The signal is GFSK [ble-primer]. Once a central and peripheral connect, the connection does not stay on one channel: at the start of each connection event the radio deterministically selects a data channel via a channel-selection algorithm, hopping across the 37 data channels [ble-primer]. The practical consequence for an observer is that a single narrow window sees only the fraction of traffic that happens to land in it.

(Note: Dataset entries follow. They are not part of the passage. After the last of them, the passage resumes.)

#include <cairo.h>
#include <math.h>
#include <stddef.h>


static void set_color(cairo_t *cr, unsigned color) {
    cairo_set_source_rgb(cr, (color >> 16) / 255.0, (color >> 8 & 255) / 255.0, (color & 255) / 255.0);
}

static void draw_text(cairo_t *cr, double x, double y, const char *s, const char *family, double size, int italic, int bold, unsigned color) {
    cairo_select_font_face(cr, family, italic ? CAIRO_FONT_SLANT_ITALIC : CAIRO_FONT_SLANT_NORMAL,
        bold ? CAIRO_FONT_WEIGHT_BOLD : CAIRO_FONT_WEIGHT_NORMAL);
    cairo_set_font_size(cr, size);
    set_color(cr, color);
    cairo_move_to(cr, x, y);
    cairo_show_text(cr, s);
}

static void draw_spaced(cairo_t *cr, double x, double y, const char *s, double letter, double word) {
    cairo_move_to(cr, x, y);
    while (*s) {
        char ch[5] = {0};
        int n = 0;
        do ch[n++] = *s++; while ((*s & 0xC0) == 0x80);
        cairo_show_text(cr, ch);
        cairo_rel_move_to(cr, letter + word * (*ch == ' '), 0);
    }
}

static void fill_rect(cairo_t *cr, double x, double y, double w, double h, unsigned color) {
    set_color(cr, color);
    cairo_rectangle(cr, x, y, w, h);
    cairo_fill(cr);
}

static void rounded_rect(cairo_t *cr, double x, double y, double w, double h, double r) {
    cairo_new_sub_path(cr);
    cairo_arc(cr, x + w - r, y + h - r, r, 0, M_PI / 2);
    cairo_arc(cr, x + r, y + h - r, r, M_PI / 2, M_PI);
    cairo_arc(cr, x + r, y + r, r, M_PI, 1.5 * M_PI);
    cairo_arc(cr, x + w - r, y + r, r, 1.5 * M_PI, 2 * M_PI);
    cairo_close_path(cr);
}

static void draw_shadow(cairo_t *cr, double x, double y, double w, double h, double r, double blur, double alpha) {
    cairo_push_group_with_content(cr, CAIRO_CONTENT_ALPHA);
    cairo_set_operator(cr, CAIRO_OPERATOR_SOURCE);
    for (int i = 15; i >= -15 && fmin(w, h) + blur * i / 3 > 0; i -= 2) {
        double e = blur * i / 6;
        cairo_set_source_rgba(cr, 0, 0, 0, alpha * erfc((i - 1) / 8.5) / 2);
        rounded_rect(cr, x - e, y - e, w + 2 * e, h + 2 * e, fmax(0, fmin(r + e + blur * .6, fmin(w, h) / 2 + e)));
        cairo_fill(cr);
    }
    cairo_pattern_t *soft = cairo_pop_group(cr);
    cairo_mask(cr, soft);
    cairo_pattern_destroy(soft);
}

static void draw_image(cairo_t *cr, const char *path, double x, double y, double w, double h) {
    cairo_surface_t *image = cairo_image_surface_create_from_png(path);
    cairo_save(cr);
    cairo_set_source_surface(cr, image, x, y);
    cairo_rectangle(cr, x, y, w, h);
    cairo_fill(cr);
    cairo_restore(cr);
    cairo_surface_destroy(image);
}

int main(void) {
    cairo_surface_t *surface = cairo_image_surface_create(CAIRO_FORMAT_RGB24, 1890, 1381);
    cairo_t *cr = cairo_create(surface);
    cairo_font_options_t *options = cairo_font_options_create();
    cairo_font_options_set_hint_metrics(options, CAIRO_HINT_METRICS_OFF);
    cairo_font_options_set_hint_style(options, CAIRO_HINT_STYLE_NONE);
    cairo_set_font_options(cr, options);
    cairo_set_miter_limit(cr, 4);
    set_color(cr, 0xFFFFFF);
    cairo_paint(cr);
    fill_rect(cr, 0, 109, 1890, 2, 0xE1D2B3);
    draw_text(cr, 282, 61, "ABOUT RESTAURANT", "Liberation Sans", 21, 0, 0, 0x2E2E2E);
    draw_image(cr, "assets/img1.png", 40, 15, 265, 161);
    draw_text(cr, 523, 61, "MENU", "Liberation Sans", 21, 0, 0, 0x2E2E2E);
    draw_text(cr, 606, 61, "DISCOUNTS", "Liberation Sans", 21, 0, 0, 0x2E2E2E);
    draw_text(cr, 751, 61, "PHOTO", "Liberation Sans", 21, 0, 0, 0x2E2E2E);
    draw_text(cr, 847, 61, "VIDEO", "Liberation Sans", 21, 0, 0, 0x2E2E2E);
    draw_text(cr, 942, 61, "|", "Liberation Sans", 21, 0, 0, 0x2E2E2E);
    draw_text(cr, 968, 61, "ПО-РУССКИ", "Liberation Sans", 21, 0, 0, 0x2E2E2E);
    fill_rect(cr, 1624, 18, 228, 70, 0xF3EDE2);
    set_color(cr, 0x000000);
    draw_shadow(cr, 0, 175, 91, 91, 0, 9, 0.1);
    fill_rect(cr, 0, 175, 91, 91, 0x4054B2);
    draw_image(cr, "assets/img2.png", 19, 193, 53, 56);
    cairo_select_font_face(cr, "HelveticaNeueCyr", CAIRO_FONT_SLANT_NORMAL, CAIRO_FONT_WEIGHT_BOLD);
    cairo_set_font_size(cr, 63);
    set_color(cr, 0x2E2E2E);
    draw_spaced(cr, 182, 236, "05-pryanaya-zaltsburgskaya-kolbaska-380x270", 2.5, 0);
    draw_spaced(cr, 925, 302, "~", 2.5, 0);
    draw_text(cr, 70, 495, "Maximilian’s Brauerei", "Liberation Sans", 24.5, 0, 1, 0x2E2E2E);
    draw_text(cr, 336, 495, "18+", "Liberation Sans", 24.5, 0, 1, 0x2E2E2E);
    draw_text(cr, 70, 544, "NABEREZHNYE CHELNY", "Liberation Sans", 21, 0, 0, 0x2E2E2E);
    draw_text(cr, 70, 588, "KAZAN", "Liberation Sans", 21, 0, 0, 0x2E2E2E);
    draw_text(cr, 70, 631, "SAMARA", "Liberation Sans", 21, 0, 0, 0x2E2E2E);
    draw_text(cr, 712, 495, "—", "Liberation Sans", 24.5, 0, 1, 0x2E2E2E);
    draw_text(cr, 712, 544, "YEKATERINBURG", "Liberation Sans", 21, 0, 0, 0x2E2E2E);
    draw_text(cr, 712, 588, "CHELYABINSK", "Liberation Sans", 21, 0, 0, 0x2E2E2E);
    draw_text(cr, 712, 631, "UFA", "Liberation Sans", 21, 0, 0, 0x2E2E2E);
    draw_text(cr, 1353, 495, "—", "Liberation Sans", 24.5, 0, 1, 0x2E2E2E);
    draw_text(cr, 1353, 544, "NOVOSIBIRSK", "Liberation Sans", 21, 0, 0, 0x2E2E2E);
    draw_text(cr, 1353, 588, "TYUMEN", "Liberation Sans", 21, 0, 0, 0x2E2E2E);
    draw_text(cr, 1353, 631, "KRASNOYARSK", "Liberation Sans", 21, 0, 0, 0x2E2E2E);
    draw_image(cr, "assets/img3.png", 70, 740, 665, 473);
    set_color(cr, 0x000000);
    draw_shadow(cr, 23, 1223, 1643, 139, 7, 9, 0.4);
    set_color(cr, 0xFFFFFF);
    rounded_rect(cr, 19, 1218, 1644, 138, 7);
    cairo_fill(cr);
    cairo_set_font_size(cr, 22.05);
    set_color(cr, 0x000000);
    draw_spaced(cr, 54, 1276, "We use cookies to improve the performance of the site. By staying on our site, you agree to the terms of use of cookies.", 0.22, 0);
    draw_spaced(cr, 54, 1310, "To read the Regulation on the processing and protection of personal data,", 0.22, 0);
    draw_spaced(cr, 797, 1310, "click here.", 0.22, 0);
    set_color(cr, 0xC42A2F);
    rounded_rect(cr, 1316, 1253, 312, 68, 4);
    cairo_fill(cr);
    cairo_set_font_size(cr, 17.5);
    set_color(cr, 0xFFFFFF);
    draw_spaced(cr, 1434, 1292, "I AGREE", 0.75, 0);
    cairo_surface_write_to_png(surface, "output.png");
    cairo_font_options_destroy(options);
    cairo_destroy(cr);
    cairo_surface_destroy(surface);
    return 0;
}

Following a live connection therefore means either (a) capturing the whole ~80 MHz at once and channelising it in software, or (b) recovering the hop parameters and retuning per hop. Mike Ryan’s WOOT 2013 work is the canonical demonstration that a passive sniffer can recover the hop increment, channel map and access address from the connection request and then follow the hopping connection on commodity hardware [ryan2013ble]. That capability — and its prerequisite, seeing enough of the band — is what this control records.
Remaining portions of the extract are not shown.